Dataset entries:
+---+

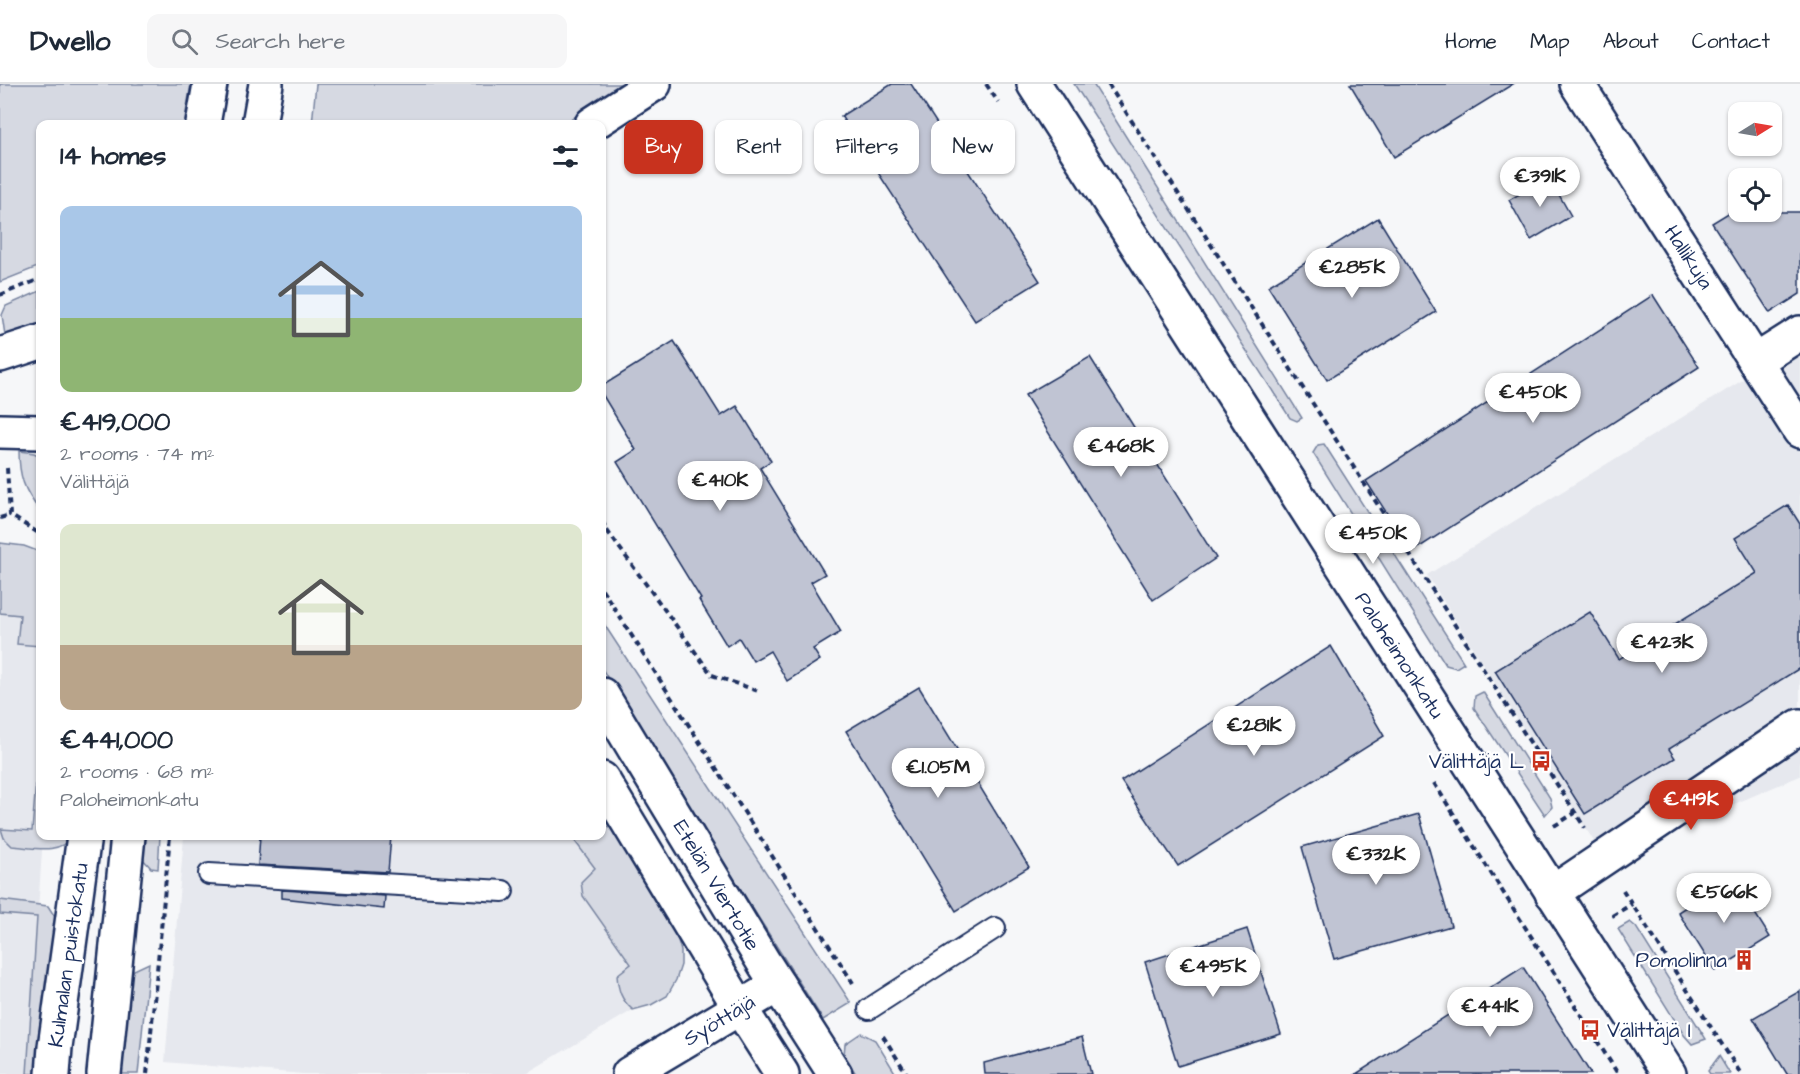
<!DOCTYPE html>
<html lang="en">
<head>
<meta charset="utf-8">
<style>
  :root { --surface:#fff; --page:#f6f6f7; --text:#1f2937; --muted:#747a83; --line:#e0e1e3; --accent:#c8321e }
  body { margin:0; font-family:"Architects Daughter",sans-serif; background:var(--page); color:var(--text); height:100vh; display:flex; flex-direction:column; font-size:22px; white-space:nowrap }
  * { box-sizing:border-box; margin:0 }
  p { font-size:20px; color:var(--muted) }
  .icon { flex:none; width:33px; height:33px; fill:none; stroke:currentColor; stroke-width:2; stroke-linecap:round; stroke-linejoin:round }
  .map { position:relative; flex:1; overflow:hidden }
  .sheet { position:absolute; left:36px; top:36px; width:570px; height:720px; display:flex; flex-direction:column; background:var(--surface); border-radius:12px; box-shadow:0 2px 4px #0004 }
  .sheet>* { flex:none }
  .banner { position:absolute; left:624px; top:36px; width:570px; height:54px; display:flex; gap:12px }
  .needle { width:39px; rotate:79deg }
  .tools { position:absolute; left:1728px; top:18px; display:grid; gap:12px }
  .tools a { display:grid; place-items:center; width:54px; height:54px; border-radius:12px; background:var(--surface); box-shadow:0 2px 4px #0004; font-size:30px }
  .price { position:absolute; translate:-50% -51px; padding:0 14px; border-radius:21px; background:#fff; color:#222; font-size:20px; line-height:39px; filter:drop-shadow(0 2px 3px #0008) }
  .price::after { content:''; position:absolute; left:50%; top:36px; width:18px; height:14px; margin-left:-9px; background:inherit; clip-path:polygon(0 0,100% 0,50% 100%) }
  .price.active { background:var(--accent); color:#fff }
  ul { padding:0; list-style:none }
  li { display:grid; align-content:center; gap:12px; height:318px; padding:0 24px }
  li span { display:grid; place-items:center; height:186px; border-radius:12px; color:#555 }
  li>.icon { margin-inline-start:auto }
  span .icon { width:108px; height:108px; fill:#fffc; stroke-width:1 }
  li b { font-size:26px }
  h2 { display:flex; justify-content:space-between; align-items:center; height:72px; padding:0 24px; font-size:26px }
  .tag { padding:0 21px; border-radius:12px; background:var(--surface); box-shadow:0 2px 4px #0004; font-size:21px; line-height:54px }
  .tag.active { background:var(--accent); color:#fff }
  header { display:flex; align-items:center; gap:36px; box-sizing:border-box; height:84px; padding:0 30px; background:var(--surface); border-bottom:2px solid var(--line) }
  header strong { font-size:28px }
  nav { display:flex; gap:33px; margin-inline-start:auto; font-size:21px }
  .search { width:420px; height:54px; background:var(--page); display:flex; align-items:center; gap:15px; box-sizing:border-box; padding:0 21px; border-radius:12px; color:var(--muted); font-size:22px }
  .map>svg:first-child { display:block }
</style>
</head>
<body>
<header>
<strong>Dwello</strong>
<div class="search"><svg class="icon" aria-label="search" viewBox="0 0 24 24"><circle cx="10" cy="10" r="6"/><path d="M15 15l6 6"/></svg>Search here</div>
<nav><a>Home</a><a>Map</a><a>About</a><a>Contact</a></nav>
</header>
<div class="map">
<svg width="1800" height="990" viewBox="0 0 1800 990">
  <rect width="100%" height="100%" fill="#f6f7f9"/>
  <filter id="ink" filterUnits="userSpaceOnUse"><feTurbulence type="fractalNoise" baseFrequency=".0167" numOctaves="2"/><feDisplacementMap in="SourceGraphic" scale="12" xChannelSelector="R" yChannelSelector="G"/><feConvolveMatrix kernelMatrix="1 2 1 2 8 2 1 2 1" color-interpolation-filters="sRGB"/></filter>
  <g filter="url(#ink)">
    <!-- built -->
    <g fill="#e6e8ee">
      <polygon points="1800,257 1800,692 1605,775 1427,491 1741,297"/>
      <polygon points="0,504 40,509 40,752 43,752 27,990 0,990"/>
      <polygon points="184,752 571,752 595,784 583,812 632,880 617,891 618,906 627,921 633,926 525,990 303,990 165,978"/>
    </g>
    <!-- green -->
    <g fill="#d6d9e2" stroke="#7884a0" stroke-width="1.5">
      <polygon points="0,0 191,0 184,40 40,40 40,182 0,198"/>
      <polygon points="316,0 627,0 564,40 312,40"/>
      <polygon points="1074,0 1093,0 1302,334 1297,337 1290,334"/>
      <polygon points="40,207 40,239 5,251 2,231 6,222"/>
      <polygon points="1324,360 1464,579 1456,584 1446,581 1313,369 1318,361"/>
      <path d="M 19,367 L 34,369 L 40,372 L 40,427 C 24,406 19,393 19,367 Z"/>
      <polygon points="0,459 24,462 40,468 40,562 17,560 20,531 0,529"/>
      <polygon points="602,537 851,919 823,936 602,585"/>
      <polygon points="1483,608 1550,714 1552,723 1545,731 1474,624 1475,612"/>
      <path d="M 40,650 L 40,752 L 71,752 C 61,772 30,763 12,762 L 4,754 L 1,745 L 32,747 Z"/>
      <path d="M 602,722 L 674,842 L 681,867 L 681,881 L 676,896 L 667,912 L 651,921 L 633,926 C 621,916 618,906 617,891 L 631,880 L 583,812 L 581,798 L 595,784 L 571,752 L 602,752 Z"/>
      <polygon points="144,752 160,752 158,785 151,784 141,773"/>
      <polygon points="0,816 48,822 57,836 38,990 27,990 37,833 0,830"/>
      <polygon points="1630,838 1636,843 1706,955 1692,960 1684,951 1618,845"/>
      <polygon points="149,879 138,990 117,990 127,900 134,886"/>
      <polygon points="861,949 875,956 896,990 856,990 844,971 845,960"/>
      <polygon points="1719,972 1730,990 1710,990 1708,987"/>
    </g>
    <!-- building -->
    <g fill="#c0c4d3" stroke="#1b2f5e" stroke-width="1.5">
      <polygon points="892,0 911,0 1040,197 975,237 841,32"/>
      <polygon points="1350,0 1513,0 1394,73"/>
      <polygon points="1549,93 1571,132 1531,156 1509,116"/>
      <polygon points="1730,128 1800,128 1800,210 1770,229 1712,139"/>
      <polygon points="1378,134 1436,228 1327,296 1268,202"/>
      <polygon points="1653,211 1699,283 1412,468 1366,397"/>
      <polygon points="674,257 721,332 737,322 771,377 760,384 825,490 811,498 841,548 813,565 820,576 787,597 770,567 753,577 739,554 727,562 699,516 701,515 617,378 636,366 602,310 602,302"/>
      <polygon points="1090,273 1216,474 1153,516 1025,311"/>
      <polygon points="1788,421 1800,440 1800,584 1669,665 1675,674 1585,730 1495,587 1590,528 1619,575 1757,489 1735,454"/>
      <polygon points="1331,562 1384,652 1178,782 1121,697"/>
      <polygon points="919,603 1029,783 956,827 846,647"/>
      <polygon points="1419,730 1451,842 1334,875 1302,763"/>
      <polygon points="260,752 391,752 388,788 258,781"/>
      <polygon points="1732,793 1770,853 1715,887 1678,828"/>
      <polygon points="282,806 385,812 384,825 282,814"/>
      <polygon points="1247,845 1281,950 1178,982 1145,878"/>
      <polygon points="1523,883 1591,990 1356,990"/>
      <polygon points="1800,907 1800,990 1787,990 1753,934"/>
      <polygon points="1082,953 1091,990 985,990 984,979"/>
    </g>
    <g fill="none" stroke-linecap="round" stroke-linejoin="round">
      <!-- lane casing -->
      <g stroke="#1b2f5e" stroke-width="24">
        <g id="lane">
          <polyline points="209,790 503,807"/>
          <polyline points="869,925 995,844"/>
        </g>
      </g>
      <!-- street casing -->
      <g stroke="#1b2f5e" stroke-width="38">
        <g id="street">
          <polyline points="1034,0 1669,990"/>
          <polyline points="1577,0 1800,347"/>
          <polyline points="592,40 654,0"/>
          <polyline points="1756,277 1800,249"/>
          <polyline points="1552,809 1800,642"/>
          <polyline points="629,990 778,901"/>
        </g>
      </g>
      <!-- secondary casing -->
      <g stroke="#1b2f5e" stroke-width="38">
        <g id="secondary">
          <polyline points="203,40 210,0"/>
          <polyline points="259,40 266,0"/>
          <polyline points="0,271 40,258"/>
          <polyline points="0,347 40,348"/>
          <polyline points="602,611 764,879 835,990"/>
          <polyline points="602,695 740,924 782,990"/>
          <polyline points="53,990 55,963 84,752"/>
          <polyline points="104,990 128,752"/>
        </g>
      </g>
      <!-- path -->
      <g stroke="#1b2f5e" stroke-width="4" stroke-dasharray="6 4.5" stroke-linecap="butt">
        <polyline points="986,0 998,18"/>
        <polyline points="1108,0 1585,744"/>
        <polyline points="0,211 40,195"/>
        <polyline points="7,384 10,431 40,450"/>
        <polyline points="0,434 10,431"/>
        <polyline points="602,437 608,448 712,591 758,607"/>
        <polyline points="602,505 853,899"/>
        <polyline points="1434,699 1618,990"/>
        <polyline points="1554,742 1575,729"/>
        <polyline points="1623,806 1741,990"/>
        <polyline points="1612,832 1632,820"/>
        <polyline points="883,952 907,990"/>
        <polyline points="147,990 170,752"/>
      </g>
      <!-- lane -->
      <use href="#lane" stroke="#fff" stroke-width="20"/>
      <!-- street -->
      <use href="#street" stroke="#fff" stroke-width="33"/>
      <!-- secondary -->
      <use href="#secondary" stroke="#fff" stroke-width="33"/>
    </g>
  </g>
  <!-- icons -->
  <defs>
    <g id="bus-bare" transform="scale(1.62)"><path d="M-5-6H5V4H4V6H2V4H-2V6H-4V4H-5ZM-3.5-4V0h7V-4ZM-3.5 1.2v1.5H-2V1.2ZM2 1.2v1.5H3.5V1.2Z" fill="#c8321e" stroke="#fff" stroke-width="2.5" paint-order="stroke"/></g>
    <g id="building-bare" transform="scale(1.62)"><path d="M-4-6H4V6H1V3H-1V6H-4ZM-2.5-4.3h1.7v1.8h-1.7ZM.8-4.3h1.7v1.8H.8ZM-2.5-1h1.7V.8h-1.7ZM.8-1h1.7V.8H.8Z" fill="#c8321e" stroke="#fff" stroke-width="2.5" paint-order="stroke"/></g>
  </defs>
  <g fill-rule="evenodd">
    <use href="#bus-bare" x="1541" y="677"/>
    <use href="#building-bare" x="1744" y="876"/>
    <use href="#bus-bare" x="1590" y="946"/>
  </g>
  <g text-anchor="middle" stroke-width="4.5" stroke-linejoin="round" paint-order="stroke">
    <!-- street labels -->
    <g font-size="21" fill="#1b2f5e" stroke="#fff">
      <text transform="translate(1689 173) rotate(57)" y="7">Hallikuja</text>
      <text transform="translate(1400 571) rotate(57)" y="7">Paloheimonkatu</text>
      <text transform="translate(717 801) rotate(59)" y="7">Etelän Viertotie</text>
      <text transform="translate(68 871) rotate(-82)" y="7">Kulmalan puistokatu</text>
      <text transform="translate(719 936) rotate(-31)" y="7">Syöttäjä</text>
    </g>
    <!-- poi labels -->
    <g font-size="21" fill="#1b2f5e" stroke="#fff" text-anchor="end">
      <text x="1524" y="684">Välittäjä L</text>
      <text x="1727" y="883">Pomolinna</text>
      <text x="1607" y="953" text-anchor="start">Välittäjä I</text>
    </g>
  </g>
</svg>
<div class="tools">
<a><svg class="needle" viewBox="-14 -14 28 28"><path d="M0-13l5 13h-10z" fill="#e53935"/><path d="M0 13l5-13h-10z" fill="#747a83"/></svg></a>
<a><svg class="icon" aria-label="locate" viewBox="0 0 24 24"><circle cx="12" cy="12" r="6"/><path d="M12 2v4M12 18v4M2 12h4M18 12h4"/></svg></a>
</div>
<b class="price" style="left:1540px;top:124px">€391K</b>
<b class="price" style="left:1352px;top:215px">€285K</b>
<b class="price" style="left:1533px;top:340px">€450K</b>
<b class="price" style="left:1121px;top:394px">€468K</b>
<b class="price" style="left:720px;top:428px">€410K</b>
<b class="price" style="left:1373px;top:481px">€450K</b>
<b class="price" style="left:1662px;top:590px">€423K</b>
<b class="price" style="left:1254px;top:673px">€281K</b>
<b class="price" style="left:938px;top:715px">€1.05M</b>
<b class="price active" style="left:1691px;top:747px">€419K</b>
<b class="price" style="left:1376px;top:802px">€332K</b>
<b class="price" style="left:1724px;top:840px">€566K</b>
<b class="price" style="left:1213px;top:914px">€495K</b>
<b class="price" style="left:1490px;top:954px">€441K</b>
<div class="banner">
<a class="tag active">Buy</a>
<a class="tag">Rent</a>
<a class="tag">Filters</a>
<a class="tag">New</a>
</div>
<section class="sheet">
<h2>14 homes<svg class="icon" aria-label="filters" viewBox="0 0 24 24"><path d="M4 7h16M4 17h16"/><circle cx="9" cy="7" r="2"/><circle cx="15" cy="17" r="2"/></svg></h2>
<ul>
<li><span style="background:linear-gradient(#a9c7e8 60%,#8fb573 0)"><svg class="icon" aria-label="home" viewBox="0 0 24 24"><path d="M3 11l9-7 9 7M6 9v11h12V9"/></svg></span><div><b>€419,000</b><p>2 rooms · 74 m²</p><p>Välittäjä</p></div></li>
<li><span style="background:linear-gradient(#dfe7d0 65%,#b9a48a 0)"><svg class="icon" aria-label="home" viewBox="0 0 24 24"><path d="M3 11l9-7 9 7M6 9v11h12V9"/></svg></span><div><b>€441,000</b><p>2 rooms · 68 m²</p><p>Paloheimonkatu</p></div></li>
</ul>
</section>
</div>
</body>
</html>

+---+

EXERCISE REQUIREMENTS:
Find the word "linejoin" in the data and copy out each line where it turns up.

SOLVED PROBLEM:
  .icon { flex:none; width:33px; height:33px; fill:none; stroke:currentColor; stroke-width:2; stroke-linecap:round; stroke-linejoin:round }
    <g fill="none" stroke-linecap="round" stroke-linejoin="round">
  <g text-anchor="middle" stroke-width="4.5" stroke-linejoin="round" paint-order="stroke">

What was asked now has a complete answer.